--- Task brief ---
Please look for the string "Damai" below and report every line in which it occurs.

--- Data section ---

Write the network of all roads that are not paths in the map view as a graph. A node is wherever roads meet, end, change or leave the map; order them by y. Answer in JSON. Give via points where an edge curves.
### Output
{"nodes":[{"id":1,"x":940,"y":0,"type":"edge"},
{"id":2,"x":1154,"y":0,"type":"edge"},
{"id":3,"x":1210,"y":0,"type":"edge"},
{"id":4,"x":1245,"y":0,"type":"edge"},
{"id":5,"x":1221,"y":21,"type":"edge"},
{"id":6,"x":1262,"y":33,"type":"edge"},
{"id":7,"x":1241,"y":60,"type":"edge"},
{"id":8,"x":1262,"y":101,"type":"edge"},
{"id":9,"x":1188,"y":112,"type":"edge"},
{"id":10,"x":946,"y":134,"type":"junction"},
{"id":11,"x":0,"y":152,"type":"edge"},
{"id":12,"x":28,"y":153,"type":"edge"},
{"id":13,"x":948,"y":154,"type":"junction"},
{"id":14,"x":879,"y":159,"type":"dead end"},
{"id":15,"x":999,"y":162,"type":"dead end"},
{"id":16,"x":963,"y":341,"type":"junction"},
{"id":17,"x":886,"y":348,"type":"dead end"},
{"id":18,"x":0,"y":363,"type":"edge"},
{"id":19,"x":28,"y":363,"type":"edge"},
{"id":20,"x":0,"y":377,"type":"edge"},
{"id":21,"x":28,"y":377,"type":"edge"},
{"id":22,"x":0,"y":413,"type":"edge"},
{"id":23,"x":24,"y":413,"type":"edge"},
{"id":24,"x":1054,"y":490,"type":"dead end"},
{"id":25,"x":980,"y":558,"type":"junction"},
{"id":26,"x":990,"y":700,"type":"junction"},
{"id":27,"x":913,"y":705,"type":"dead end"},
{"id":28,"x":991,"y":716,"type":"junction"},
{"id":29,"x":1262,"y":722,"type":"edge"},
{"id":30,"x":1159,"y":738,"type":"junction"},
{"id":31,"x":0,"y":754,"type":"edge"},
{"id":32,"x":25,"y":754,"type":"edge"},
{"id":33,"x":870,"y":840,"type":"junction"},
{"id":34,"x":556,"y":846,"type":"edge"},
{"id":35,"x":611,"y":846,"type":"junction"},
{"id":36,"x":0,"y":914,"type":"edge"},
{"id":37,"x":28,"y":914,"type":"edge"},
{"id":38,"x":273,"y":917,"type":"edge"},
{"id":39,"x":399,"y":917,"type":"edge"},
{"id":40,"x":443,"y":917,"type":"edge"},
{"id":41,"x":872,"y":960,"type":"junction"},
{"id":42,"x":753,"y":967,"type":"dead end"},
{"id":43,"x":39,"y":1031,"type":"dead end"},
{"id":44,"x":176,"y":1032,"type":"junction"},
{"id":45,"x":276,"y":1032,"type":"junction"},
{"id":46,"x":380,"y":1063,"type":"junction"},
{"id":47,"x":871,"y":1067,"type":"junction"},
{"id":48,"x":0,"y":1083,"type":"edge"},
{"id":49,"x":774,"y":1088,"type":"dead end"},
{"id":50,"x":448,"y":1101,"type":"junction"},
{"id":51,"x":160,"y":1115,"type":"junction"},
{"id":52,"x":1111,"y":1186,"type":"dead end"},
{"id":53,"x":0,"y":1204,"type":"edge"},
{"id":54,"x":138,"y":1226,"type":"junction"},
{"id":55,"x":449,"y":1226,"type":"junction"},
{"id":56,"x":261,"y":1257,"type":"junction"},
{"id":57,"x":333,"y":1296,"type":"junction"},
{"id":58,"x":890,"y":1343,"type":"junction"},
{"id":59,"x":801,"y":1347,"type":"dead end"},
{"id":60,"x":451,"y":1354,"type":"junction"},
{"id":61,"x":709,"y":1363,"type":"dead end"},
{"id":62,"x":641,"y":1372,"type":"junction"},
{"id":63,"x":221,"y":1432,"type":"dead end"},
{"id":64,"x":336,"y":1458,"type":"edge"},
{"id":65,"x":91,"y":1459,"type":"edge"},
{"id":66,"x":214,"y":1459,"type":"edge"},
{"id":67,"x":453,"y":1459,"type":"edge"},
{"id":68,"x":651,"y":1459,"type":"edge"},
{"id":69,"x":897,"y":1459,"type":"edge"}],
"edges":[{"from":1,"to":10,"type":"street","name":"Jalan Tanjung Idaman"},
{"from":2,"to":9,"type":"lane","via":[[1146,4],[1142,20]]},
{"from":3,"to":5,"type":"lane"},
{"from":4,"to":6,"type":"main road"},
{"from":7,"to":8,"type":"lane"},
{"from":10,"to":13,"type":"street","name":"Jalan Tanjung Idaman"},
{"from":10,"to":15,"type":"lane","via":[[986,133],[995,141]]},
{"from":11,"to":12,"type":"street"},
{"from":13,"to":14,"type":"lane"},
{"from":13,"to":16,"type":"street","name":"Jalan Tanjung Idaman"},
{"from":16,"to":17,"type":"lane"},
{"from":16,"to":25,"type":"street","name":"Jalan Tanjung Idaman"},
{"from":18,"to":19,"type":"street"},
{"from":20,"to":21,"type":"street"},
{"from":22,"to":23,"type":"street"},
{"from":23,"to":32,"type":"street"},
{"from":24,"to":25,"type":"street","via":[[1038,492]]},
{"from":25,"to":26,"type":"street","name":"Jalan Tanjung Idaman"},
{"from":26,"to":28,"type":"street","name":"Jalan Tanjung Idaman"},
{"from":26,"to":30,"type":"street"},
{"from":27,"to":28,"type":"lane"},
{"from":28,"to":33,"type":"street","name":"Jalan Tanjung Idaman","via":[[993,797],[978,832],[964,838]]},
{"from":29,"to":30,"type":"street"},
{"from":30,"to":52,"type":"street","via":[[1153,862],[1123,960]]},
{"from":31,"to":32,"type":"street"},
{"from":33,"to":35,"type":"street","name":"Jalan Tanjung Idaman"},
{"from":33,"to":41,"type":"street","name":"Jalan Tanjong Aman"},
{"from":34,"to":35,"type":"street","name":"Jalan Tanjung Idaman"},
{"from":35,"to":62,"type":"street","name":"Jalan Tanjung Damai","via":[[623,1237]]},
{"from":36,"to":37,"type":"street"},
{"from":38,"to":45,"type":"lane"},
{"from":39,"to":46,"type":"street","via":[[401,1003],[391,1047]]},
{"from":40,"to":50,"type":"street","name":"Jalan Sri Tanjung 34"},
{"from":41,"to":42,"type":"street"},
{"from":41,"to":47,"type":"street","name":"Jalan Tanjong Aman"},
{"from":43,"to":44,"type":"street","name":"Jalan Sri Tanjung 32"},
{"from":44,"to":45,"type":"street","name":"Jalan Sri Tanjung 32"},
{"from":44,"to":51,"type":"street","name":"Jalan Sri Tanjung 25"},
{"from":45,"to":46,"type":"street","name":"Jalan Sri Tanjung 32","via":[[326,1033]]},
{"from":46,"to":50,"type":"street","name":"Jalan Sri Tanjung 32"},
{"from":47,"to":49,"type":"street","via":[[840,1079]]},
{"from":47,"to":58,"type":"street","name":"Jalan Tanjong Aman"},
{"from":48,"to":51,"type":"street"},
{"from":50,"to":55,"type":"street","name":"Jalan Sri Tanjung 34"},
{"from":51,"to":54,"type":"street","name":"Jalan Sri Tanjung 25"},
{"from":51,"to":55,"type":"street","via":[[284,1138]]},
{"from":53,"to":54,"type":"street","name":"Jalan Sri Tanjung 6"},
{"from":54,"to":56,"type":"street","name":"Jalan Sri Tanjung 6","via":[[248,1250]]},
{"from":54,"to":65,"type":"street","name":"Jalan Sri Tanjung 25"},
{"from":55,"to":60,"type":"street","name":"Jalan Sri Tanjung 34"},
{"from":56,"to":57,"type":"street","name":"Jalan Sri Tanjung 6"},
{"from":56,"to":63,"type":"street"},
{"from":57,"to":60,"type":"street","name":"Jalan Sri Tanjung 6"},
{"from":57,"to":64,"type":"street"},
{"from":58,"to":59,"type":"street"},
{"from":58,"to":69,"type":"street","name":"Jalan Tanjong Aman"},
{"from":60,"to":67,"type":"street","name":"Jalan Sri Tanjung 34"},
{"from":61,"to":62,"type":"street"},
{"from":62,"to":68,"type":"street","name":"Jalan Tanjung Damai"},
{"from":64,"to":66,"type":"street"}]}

--- Solved problem ---
{"from":35,"to":62,"type":"street","name":"Jalan Tanjung Damai","via":[[623,1237]]},
{"from":62,"to":68,"type":"street","name":"Jalan Tanjung Damai"},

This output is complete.